If they did come up with an idea, chances are it
wouldn't hold together for the length of a script.
That's right. A lot of ideas are a good set-up and then you find when you
discuss it that it has no place to go. The really great high concept stories are
the ones that the minute you hear the idea expressed; you know it because one
scene inevitably flows from the one before.
As much as I love a good idea, I'm equally respectful of how valuable all the
other parts of the puzzle are. People think I overrate "the idea" to
the exclusion of everything else. I would love for people to submit screenplays
to me. The truth of the matter is that it's much easier to find a great idea
than to find a great screenplay. Writing talent is even harder than idea talent.
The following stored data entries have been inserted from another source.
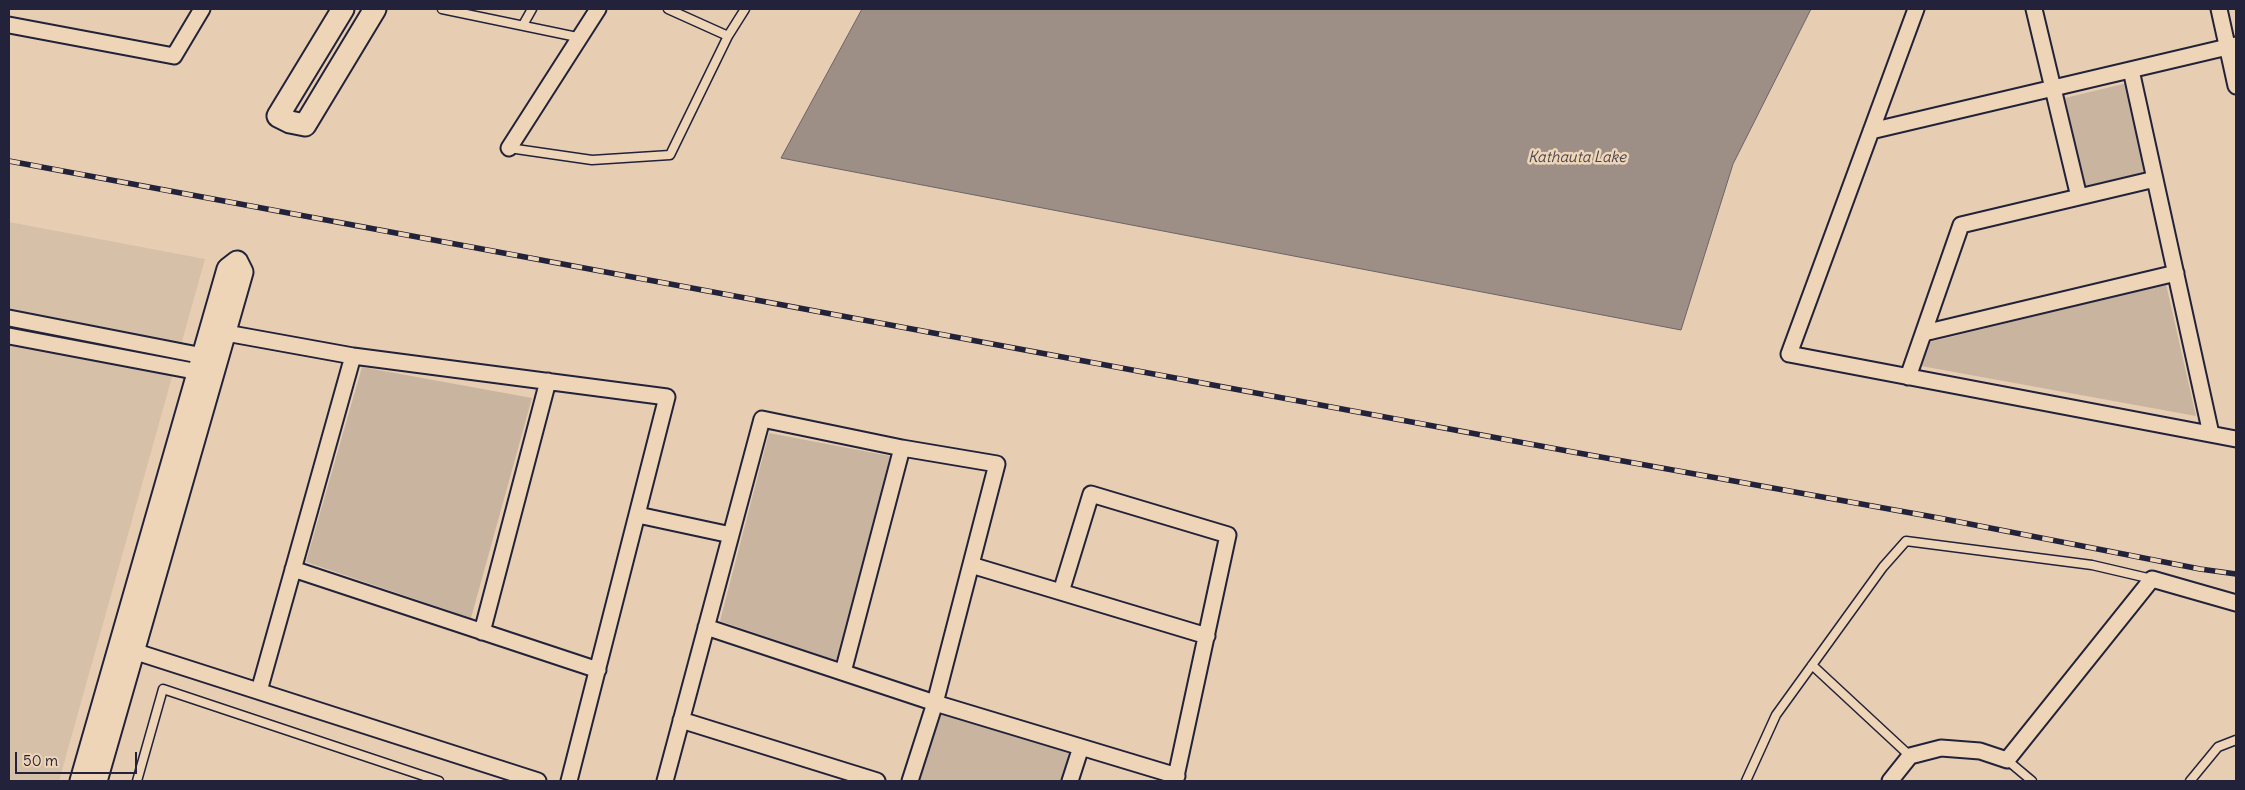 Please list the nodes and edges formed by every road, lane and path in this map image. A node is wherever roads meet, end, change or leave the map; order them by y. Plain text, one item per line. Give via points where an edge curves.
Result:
1 (202, 9) edge
2 (343, 9) edge
3 (375, 9) edge
4 (442, 9) edge
5 (532, 9) edge
6 (598, 9) edge
7 (668, 9) edge
8 (745, 9) edge
9 (1916, 9) edge
10 (2034, 9) edge
11 (2219, 9) edge
12 (460, 10) edge
13 (523, 25) junction
14 (9, 26) edge
15 (728, 36) junction
16 (577, 37) dead end
17 (2232, 46) edge
18 (2131, 70) junction
19 (2236, 86) edge
20 (2052, 88) junction
21 (1871, 131) junction
22 (509, 148) joint
23 (2155, 178) junction
24 (2079, 197) junction
25 (2176, 273) junction
26 (9, 318) edge
27 (218, 331) joint
28 (1924, 333) junction
29 (9, 336) edge
30 (353, 356) junction
31 (205, 365) junction
32 (1908, 377) junction
33 (548, 381) junction
34 (2211, 434) junction
35 (2236, 439) edge
36 (902, 448) junction
37 (638, 515) junction
38 (731, 534) junction
39 (971, 565) junction
40 (293, 569) junction
41 (2152, 579) junction
42 (1061, 592) junction
43 (2236, 603) edge
44 (706, 627) junction
45 (482, 632) junction
46 (1207, 636) junction
47 (127, 649) junction
48 (1812, 665) junction
49 (598, 670) junction
50 (843, 672) junction
51 (258, 691) junction
52 (935, 703) junction
53 (682, 720) junction
54 (2236, 740) edge
55 (1081, 747) junction
56 (1910, 756) junction
57 (2007, 760) junction
58 (502, 776) edge
59 (1176, 778) edge
60 (82, 781) edge
61 (96, 781) edge
62 (137, 781) edge
63 (439, 781) edge
64 (538, 781) edge
65 (569, 781) edge
66 (665, 781) edge
67 (877, 781) edge
68 (910, 781) edge
69 (1070, 781) edge
70 (1746, 781) edge
71 (1890, 781) edge
72 (2032, 781) edge
73 (2190, 781) edge

1 - 14 street via 174,56
2 - 3 street via 278,116 305,125
4 - 12 lane
5 - 13 lane
6 - 22 street
7 - 15 lane
8 - 15 lane
9 - 21 street
10 - 20 street
11 - 17 street
12 - 13 lane
13 - 16 lane
15 - 22 lane via 670,155 592,160
17 - 18 street
17 - 19 street
18 - 20 street
18 - 23 street
20 - 21 street
20 - 24 street
21 - 32 street via 1789,354
23 - 24 street
23 - 25 street
24 - 28 street via 1961,225
25 - 28 street
25 - 34 street
26 - 31 street
27 - 30 street
27 - 31 street
28 - 32 street
29 - 31 street
30 - 33 street
30 - 40 street
31 - 47 street
32 - 34 street
33 - 37 street via 667,397
33 - 45 street
34 - 35 street
36 - 38 street via 762,419
36 - 39 street via 997,464
36 - 50 street
37 - 38 street
37 - 49 street
38 - 44 street
39 - 42 street
39 - 52 street
40 - 45 street
40 - 51 street
41 - 43 street
41 - 48 lane via 2092,565 1906,540
41 - 57 street
42 - 46 street
42 - 46 street via 1091,494 1228,534
44 - 50 street
44 - 53 street
45 - 49 street
46 - 59 street
47 - 51 street
47 - 60 street
47 - 61 street
48 - 56 lane
48 - 70 lane via 1776,715
49 - 65 street
50 - 52 street
51 - 58 street
52 - 55 street
52 - 68 street
53 - 66 street
53 - 67 street
54 - 73 lane via 2218,747
55 - 59 street
55 - 69 street
56 - 57 street via 1941,748 1980,751
56 - 71 street
57 - 72 lane
58 - 64 street
62 - 63 lane via 163,689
Screenwriting is an incredibly difficult task to master and that's why there are
so few good screenwriters.
Do you find that new screenwriters' expectations are
far too high?
When people bring me ideas, their first goal is usually the opportunity to break
into the business, to get into the game. Having a great idea can often lead to
getting a lawyer, an agent, a studio deal, or a writing deal, because if you
have a great idea, you can demand to be the first draft screenwriter and often
times get that. If you can't write you can still make money selling the story
rights and receiving story bonus money. You can sometimes attach yourself as an
associate producer or a co-producer even without having any credits prior to
that. All of those reasons are reasons to do it, so the expectations financially
should not be to sell an idea for a million dollars. That's not going to happen.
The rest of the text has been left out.